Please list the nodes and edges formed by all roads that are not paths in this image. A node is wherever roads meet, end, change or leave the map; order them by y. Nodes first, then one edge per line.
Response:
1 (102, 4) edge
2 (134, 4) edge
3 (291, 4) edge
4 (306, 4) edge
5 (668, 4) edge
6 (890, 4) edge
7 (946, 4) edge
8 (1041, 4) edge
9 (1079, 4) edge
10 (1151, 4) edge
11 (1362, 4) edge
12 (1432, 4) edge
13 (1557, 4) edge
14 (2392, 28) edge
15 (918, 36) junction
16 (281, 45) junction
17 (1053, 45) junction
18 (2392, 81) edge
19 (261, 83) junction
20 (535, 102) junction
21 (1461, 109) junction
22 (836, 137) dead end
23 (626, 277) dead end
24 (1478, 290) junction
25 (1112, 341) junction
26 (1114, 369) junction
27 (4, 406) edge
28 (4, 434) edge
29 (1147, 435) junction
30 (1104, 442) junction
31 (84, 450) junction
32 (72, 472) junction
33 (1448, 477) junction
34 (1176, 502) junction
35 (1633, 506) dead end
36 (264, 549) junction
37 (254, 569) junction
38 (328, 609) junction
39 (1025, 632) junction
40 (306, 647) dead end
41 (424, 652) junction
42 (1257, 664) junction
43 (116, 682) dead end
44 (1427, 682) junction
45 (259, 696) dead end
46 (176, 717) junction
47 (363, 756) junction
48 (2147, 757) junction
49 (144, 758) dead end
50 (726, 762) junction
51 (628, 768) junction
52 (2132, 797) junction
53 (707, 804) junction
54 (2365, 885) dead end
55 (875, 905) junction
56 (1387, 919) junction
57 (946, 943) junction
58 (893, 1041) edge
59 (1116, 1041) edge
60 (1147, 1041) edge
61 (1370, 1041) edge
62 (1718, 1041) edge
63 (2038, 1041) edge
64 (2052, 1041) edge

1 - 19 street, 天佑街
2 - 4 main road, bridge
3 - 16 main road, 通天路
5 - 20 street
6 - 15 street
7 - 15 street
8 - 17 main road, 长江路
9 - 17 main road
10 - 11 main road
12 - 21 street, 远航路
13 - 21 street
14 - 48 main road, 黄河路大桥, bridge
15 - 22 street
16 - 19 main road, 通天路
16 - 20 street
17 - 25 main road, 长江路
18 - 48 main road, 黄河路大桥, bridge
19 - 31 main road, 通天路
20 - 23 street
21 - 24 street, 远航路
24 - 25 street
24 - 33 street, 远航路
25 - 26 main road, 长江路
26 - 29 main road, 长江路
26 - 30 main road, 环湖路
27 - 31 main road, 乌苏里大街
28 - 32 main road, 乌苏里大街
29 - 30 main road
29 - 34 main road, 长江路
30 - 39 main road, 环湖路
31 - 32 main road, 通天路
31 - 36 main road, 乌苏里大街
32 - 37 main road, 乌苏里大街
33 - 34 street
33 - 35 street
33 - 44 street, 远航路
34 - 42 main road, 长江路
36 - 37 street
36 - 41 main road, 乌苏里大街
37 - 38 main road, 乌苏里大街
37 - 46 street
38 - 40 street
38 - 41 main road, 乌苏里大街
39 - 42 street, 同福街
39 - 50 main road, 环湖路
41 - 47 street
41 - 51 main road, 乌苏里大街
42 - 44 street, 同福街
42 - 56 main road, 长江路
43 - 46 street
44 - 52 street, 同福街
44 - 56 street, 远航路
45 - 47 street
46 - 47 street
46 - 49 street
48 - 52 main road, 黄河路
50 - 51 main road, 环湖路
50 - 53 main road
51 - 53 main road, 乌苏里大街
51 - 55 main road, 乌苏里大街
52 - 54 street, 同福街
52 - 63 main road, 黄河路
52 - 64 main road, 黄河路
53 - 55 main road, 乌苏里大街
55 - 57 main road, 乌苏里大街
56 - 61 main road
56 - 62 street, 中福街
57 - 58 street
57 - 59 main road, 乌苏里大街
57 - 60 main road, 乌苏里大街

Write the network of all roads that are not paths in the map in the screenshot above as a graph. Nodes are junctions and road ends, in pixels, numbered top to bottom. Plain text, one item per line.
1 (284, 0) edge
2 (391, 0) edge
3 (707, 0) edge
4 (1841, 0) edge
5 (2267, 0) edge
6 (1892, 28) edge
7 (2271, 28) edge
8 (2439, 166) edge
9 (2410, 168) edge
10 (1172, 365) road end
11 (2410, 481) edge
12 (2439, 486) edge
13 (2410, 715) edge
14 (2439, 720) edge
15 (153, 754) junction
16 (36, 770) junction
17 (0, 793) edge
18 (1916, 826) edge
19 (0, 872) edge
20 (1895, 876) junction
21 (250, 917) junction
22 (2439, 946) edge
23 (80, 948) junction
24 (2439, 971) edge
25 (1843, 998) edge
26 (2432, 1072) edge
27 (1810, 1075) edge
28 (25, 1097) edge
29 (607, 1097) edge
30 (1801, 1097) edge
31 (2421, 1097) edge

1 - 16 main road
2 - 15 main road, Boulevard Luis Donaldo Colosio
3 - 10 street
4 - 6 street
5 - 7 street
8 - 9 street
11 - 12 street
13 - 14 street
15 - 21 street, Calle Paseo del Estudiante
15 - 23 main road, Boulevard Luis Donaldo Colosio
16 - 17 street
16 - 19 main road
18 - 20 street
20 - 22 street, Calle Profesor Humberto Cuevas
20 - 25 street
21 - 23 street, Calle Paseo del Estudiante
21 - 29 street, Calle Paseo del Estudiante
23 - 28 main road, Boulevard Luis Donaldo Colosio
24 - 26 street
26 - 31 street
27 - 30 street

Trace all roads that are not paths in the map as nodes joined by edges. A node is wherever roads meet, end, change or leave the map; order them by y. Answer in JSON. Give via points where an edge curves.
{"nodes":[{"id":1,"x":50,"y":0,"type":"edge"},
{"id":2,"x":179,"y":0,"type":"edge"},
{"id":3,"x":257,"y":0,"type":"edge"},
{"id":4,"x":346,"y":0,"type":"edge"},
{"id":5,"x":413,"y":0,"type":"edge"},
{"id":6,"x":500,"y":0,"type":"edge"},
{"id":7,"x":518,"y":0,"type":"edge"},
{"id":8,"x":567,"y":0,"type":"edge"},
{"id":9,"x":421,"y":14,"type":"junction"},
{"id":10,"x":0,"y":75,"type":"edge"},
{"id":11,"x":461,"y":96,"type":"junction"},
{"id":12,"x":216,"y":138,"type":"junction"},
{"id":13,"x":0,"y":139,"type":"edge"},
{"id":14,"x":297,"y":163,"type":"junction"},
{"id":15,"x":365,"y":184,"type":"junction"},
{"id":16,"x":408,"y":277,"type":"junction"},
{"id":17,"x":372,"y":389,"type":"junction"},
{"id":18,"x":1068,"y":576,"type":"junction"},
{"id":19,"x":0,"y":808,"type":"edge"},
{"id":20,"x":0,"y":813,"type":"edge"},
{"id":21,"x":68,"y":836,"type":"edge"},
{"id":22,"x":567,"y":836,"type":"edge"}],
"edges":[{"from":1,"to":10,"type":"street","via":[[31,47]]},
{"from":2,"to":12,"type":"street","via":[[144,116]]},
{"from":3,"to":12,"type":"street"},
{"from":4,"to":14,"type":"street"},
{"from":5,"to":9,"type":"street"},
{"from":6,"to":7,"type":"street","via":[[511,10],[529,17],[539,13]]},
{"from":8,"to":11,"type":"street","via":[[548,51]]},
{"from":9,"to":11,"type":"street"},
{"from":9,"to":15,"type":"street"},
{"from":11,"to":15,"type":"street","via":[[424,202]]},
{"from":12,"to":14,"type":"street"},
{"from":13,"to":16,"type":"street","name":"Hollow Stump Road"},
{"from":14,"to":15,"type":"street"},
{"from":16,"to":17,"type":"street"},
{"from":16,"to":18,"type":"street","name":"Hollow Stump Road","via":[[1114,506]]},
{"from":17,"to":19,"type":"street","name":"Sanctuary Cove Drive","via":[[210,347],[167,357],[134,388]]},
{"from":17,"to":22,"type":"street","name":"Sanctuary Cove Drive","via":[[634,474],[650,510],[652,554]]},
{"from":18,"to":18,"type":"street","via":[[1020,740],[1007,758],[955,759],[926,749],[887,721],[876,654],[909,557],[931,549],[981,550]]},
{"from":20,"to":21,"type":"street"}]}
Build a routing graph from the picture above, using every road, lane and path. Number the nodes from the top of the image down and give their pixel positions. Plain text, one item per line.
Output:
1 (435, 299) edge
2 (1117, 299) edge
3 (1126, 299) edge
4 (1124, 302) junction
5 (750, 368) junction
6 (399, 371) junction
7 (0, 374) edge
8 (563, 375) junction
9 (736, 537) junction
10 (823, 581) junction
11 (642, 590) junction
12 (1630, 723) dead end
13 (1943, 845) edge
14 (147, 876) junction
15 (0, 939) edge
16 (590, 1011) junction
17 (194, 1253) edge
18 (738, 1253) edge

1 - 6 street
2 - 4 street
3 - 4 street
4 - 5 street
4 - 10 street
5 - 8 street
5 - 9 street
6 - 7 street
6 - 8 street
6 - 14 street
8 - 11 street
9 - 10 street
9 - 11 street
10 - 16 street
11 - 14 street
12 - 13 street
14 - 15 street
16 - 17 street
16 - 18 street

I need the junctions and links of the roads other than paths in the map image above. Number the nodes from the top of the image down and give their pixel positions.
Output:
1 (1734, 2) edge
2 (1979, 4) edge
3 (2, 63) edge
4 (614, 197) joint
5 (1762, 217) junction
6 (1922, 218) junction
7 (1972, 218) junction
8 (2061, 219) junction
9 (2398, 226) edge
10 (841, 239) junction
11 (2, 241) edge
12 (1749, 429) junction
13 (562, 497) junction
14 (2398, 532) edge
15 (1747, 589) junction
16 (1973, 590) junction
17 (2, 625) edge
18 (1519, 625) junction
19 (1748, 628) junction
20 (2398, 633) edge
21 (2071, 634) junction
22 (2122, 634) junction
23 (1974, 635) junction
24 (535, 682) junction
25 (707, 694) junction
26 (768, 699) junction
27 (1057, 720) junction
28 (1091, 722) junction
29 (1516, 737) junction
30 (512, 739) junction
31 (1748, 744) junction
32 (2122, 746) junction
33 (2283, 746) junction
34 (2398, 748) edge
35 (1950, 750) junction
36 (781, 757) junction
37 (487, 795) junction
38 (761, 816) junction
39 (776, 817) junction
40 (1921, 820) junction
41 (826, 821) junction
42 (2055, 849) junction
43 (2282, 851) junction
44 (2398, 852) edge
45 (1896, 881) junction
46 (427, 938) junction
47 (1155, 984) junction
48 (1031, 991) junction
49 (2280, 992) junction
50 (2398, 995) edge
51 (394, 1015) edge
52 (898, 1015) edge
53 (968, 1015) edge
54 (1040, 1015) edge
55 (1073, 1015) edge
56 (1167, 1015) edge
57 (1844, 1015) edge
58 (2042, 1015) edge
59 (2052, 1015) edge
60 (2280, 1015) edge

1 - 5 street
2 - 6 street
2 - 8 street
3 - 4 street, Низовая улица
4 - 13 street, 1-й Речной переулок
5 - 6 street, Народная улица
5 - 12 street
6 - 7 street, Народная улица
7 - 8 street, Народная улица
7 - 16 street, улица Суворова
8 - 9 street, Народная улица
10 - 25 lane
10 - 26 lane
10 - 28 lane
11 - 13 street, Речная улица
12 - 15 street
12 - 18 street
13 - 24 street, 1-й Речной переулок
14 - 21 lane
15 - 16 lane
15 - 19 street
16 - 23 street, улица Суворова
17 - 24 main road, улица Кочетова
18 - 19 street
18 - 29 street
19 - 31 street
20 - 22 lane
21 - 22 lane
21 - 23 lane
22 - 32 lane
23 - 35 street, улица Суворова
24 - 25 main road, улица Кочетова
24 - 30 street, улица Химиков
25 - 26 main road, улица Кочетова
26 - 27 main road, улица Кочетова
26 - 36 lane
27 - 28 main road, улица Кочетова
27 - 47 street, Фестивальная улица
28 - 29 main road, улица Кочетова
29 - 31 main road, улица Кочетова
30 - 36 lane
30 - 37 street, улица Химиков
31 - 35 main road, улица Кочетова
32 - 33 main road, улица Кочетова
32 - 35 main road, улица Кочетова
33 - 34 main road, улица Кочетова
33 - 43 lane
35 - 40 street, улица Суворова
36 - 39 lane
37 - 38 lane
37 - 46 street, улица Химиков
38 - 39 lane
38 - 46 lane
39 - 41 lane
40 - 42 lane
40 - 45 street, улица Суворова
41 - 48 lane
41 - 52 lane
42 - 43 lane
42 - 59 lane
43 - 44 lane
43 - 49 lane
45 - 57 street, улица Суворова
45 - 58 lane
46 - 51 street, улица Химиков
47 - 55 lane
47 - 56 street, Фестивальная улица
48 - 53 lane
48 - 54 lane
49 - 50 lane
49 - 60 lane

━━━━━━━━━━

◆ What you should do ◆
Each line of the records that holds the word "Cove" should be copied out.

◆ Answer to this problem ◆
{"from":17,"to":19,"type":"street","name":"Sanctuary Cove Drive","via":[[210,347],[167,357],[134,388]]},
{"from":17,"to":22,"type":"street","name":"Sanctuary Cove Drive","via":[[634,474],[650,510],[652,554]]},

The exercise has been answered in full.